Obama Campaign: We've Contacted One Out Of Every 2.5 People In The Country

Posted: 11/03/2012 6:23 pm EDT Updated: 11/03/2012 6:34 pm EDT

WASHINGTON -- Up to this point in the election, the Obama campaign has offered a general outline of its field operation while insisting that it didn't want to give the full details out of fear of tipping off the competition.

On Saturday afternoon, the campaign offered a fuller memo than before with some top-line stats that (if accurate) underscore the historic nature of the ground-game in place. The campaign said it has registered 1,792,261 voters in key battleground states, "nearly double the number of voters the Obama campaign registered in 2008."

The memo also claims that the campaign has made 125,646,479 personal phone calls or visits up to this weekend (that doesn't include things like robocalls and leaving literature on doors). If that number is accurate, then the campaign has contacted roughly one out of every 2.5 people in the entire country since the last election. It also blows away the 50 million voter contacts the Romney campaign has claimed, and that campaign included mailers left at doors.

There is always a grain of salt needed when considering these numbers. A campaign, after all, doesn't put out a memo that isn't completely flattering of that campaign. And as the Romney campaign quickly pointed out, public opinion polls have showed voters saying they've been contacted about equally by both campaigns.

“If the Obama campaign spent half the time trying to get people back to work as they do spinning reporters on why they’re going to win this election, the unemployment rate might not have gone up," said Rich Beeson, the Romney campaign's political director. "That said, it doesn’t matter how many offices you have, staff you hire, or ground game plans you have -– you need a candidate who can tell the American people why things will be better, not worse, after four years of their leadership."

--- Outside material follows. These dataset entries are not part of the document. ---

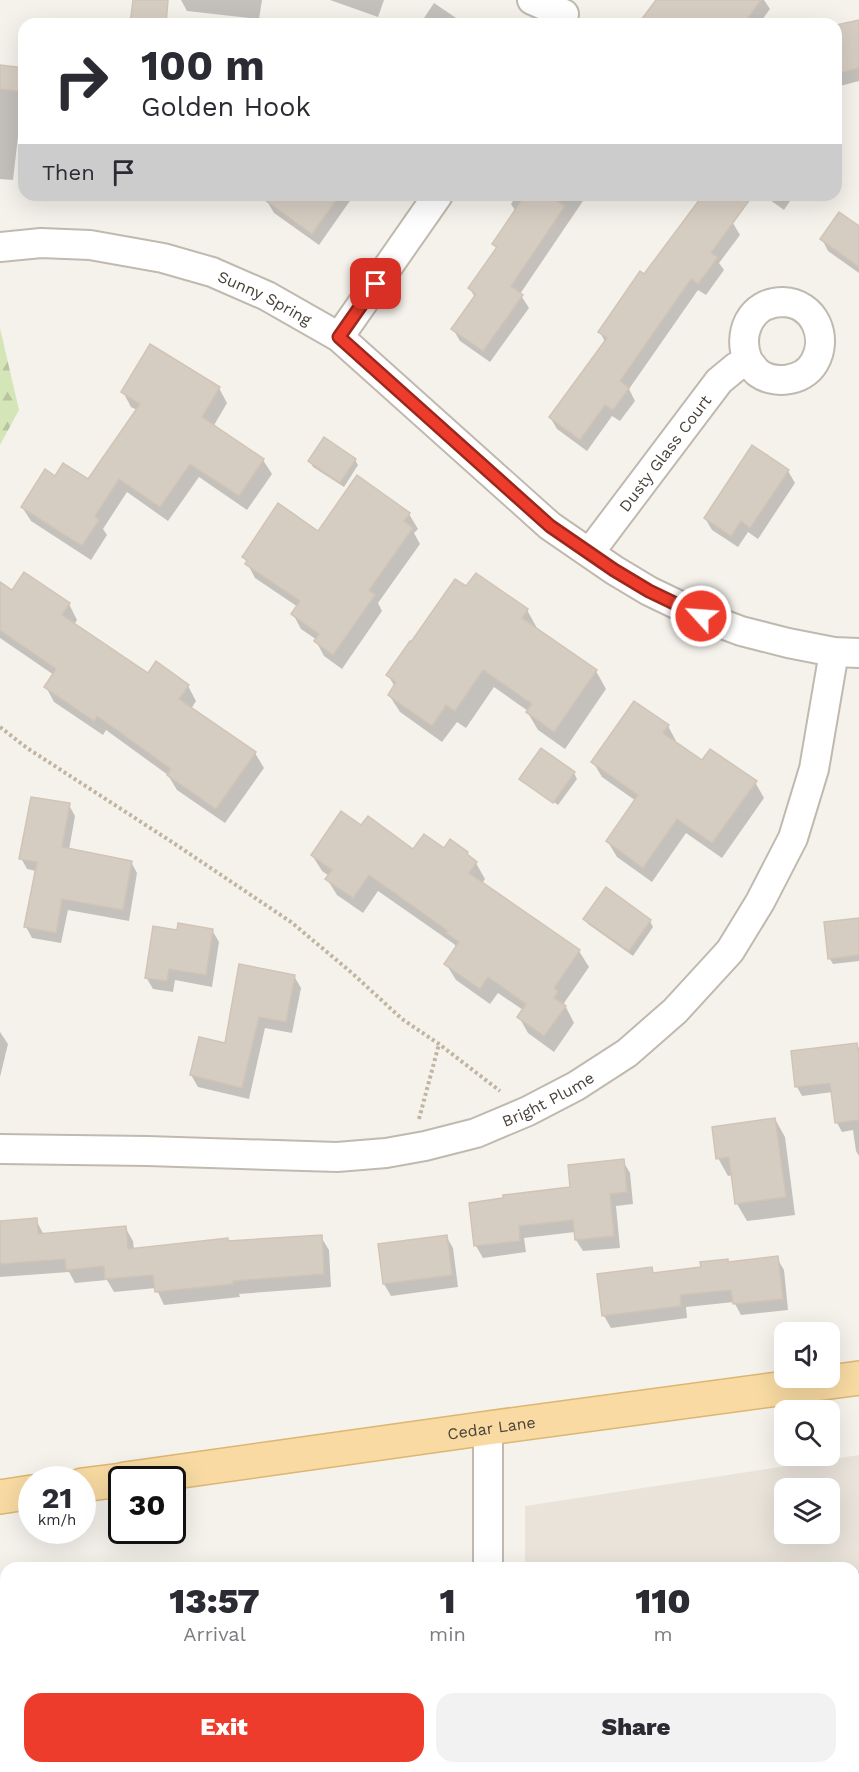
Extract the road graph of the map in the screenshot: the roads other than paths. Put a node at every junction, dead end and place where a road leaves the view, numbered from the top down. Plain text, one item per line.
1 (532, 0) edge
2 (565, 13) edge
3 (434, 201) edge
4 (0, 247) edge
5 (339, 337) junction
6 (748, 361) dead end
7 (590, 552) junction
8 (846, 653) edge
9 (0, 1149) edge
10 (859, 1378) edge
11 (488, 1428) junction
12 (186, 1470) edge
13 (18, 1494) edge
14 (0, 1497) edge
15 (488, 1562) edge

1 - 2 street
3 - 5 street
4 - 5 street, Sunny Spring
5 - 7 street, Sunny Spring
6 - 7 street, Dusty Glass Court
7 - 8 street, Sunny Spring
8 - 9 street, Bright Plume
10 - 11 main road, Cedar Lane
11 - 12 main road, Cedar Lane
11 - 15 street
13 - 14 main road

That may not be completely true. The apparatus that each campaign uses to bring out voters in the next 72 hours seems likely to determine the election. And the Obama campaign does seem well positioned. In Colorado, Florida, Iowa, North Carolina and Nevada, the president's aides claim to have brought out 1.4 million voters who didn't cast ballots during the midterm elections compared with 840,000 non-midterm Republican voters. These "sporadic" voters are vital to erasing the supposed-enthusiasm gap that Obama has suffered in the polls.

In addition, this weekend, the president's campaign is deploying an army of volunteers to help ensure that as many supporters as possible cast votes. Campaign manager Jim Messina said there would be 5,100 Get Out The Vote stations in battleground states operational on Tuesday. In addition, the campaign has commitments from 700,000 volunteers to do GOTV shifts before the election.

"Unlike campaigns of the past, our volunteers are not driving to some large office miles from their homes and handed a phone and a call sheet," the memo concludes. "Instead, Canvass Captains, Phone Bank Captains and scores of local volunteers will be knocking on the doors of the very voters they registered, have been talking to for months and know personally. And they will be directing them to polling locations in their communities – the schools their kids go to, the places of worship they attend each week and community centers they know well."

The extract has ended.